One of the goals I have when I look at my home and office is that I would one day become completely organized, down to the last item. (I know myself well enough to realize that this goal is unlikely, but a girl can dream.) I have visions of walking into a room where there is a place for everything and everything is in its place, and every single container has that wonderful finishing touch: the label.
It’s hard to understand why labels have such an attraction, but I imagine it has something to do with the desire to group items into categories. We like to know exactly what we are dealing with. To see a row of boxes and immediately know that there is a place in the world specifically for plastic bags or furniture polish can give us a surprising sense of security.
The same tendency comes with people. We like to label one another, and in many ways this is a good thing. We all have roles to play in the world, and we have proper and common nouns to give us that sense of connection and understanding — it’s one reason we will ask the question “What do you do?” to one another.
This is a mom. This is a dad. This is a fireman. This is the mayor or the governor or the president. We like to know whom we are dealing with, and even more we like to know exactly who we are.
There is something right in that, as those nouns and titles help us to understand ourselves and one another, and they point to very real and important roles in society and the family. But we also tend to add to the labels, and to start seeking for identity in words that describe. We allow adjectives to group us into even smaller boxes — like the box that contains only red Legos. But when we do this, we miss out on the breadth that comes from celebrating multiple qualities as well as the joy of locking arms with a diverse group of brothers and sisters.
Our search for identity can never stray too far from the truth that we were created in God’s image.Click to tweet
My role as a mom has been a constant since 2004, and I love it. I recently reflected on how motherhood and vocation have met in my life through the years. And there is more of a common thread than I expected.
I’m 39 years old. My children are twelve and ten. I spend most days in my office and most evenings in my house helping with homework or at the pool as a swim mom. Last week — like many of them — was pretty hectic. I found myself prepping for some important meetings, participating in a few conference calls, working on projects and conducting several marathon email clean-outs. I also incorporated carpool trips, a child’s dentist appointment, grocery stops, church gatherings and time in my own kitchen. Some moments I felt like I lived in the car. I went from dawn to dusk with a few breaks, some highs and lows and the occasional sleep interruption.

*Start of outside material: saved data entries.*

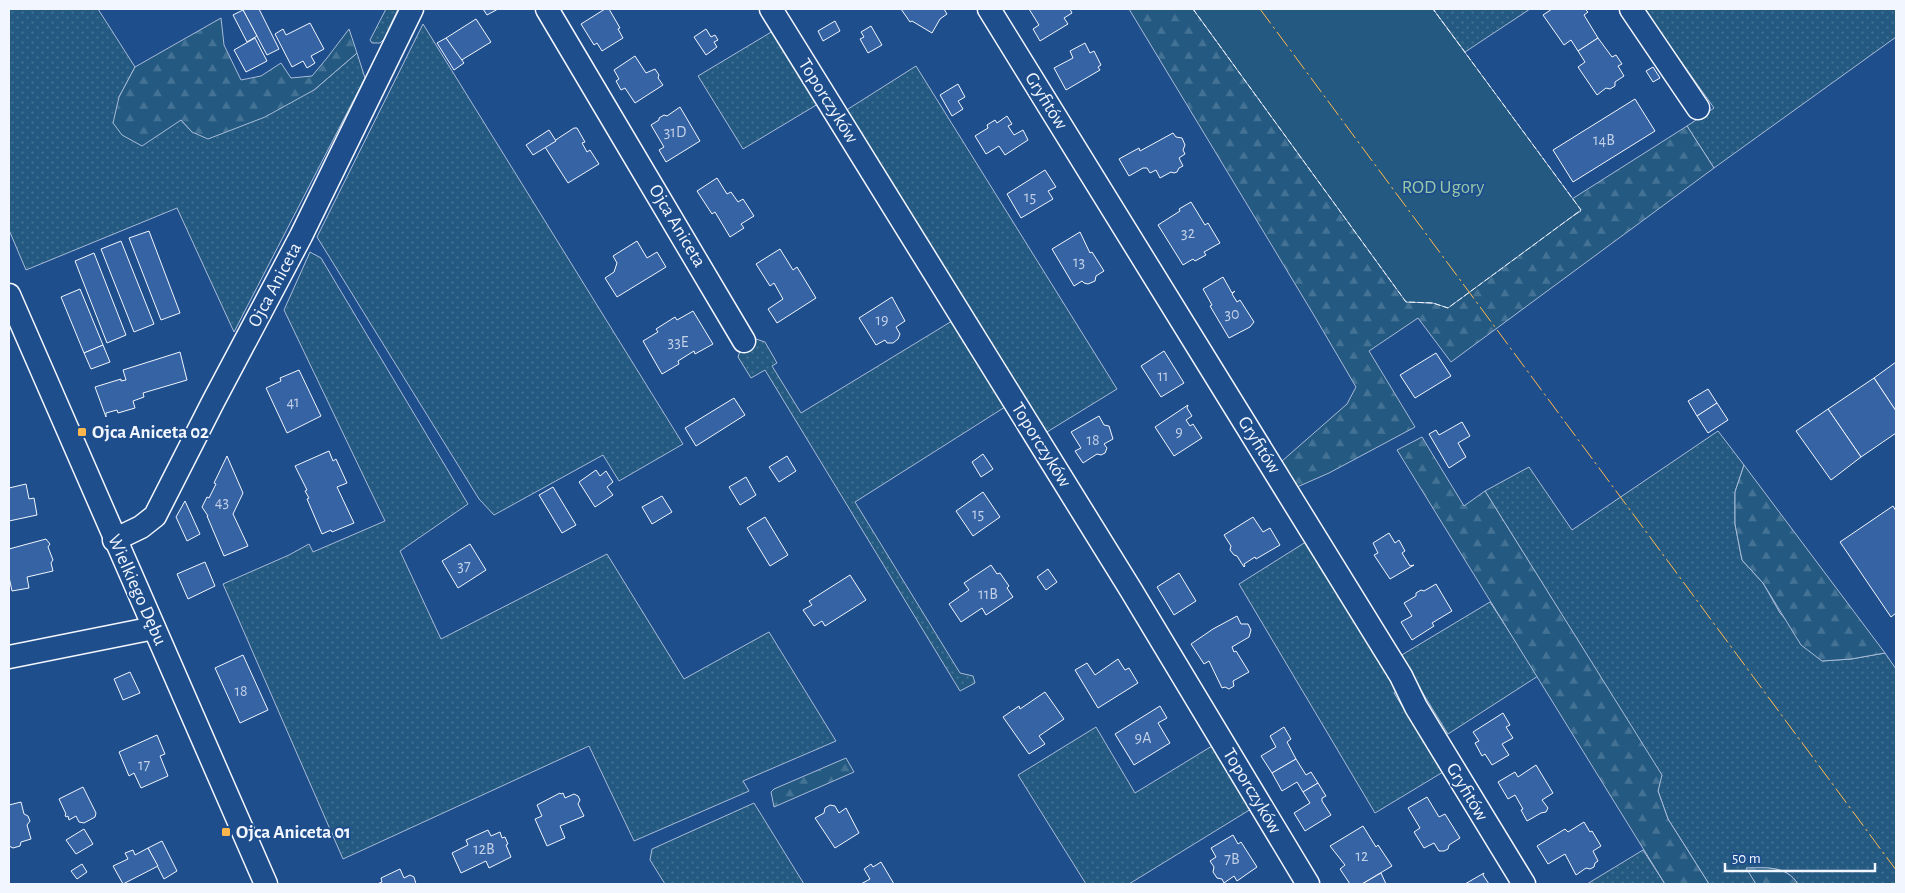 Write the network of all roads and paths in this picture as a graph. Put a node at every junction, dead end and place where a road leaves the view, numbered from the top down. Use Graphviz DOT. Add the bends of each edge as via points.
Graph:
graph roads {
  1 [pos="412,9"];
  2 [pos="547,9"];
  3 [pos="771,9"];
  4 [pos="988,9"];
  5 [pos="1631,9"];
  6 [pos="1698,108"];
  7 [pos="9,295"];
  8 [pos="744,341"];
  9 [pos="114,540"];
  10 [pos="154,628"];
  11 [pos="9,658"];
  12 [pos="266,884"];
  13 [pos="1308,884"];
  14 [pos="1524,884"];
  1 -- 9 [label="street, Ojca Aniceta" via="301,236 155,516"];
  2 -- 8 [label="street, Ojca Aniceta"];
  3 -- 13 [label="street, Toporczyków" via="1126,582"];
  4 -- 14 [label="street, Gryfitów" via="1396,668 1416,707"];
  5 -- 6 [label="street"];
  7 -- 9 [label="street, Wielkiego Dębu"];
  9 -- 10 [label="street, Wielkiego Dębu"];
  10 -- 11 [label="street"];
  10 -- 12 [label="street, Wielkiego Dębu"];
}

It’s easy to look and say, I’m a working mom. I might say it with an amount of pride, or I might say it with an amount of insecurity. And some people might say, “I don’t know how you do it.”
Around ten years ago, things looked a little different on the surface. I was 29 years old. My children were two and less than one. My daughter was in the throes of a chronic health condition that required two hours of intensive treatments each day. We lived in a small town 90 minutes away from her doctors, and we had a regular rotation of appointments. My husband was a pastor with a limited staff and great ministry responsibilities. On any given day I would find myself changing diapers, cleaning up messes, reading books, administering wet wrap therapy or on the road to the doctor’s office. I also incorporated several ministry responsibilities in my church, a book club at the town library, a few contract hours as a transcriptionist and time in my own kitchen. Some moments I felt like I lived in the car. I went from dawn to dusk with a few breaks, some highs and lows, and the (perhaps more than) occasional sleep interruption.
It’s easy to look and say, I was a full-time mom. I might say it with an amount of pride, or I might say it with an amount of insecurity. And some people might have said, “I don’t know how you do it.”
The truth is, ten years ago I was working. And I was a mom all the time. Last week I was working. And I was a mom all the time.
Our search for identity can never stray too far from the truth that we were created in God’s image, and we were all created to be workers. Even after that relationship was broken, He sent His Son to restore it and to make us new creatures sent on a mission that He established.
When we bear His image, we don’t have to look at each other or in the mirror and say, “I don’t know how you do it.” Because we know the answer. He has given us all a mission and has given us each a unique calling. He has called us to be workers — all of us — at home, in the marketplace, in churches and ministries, in the dentist’s office and in the carpool line. We all look different but we fit into one box with one label: Sinners saved by grace and sent to do His work.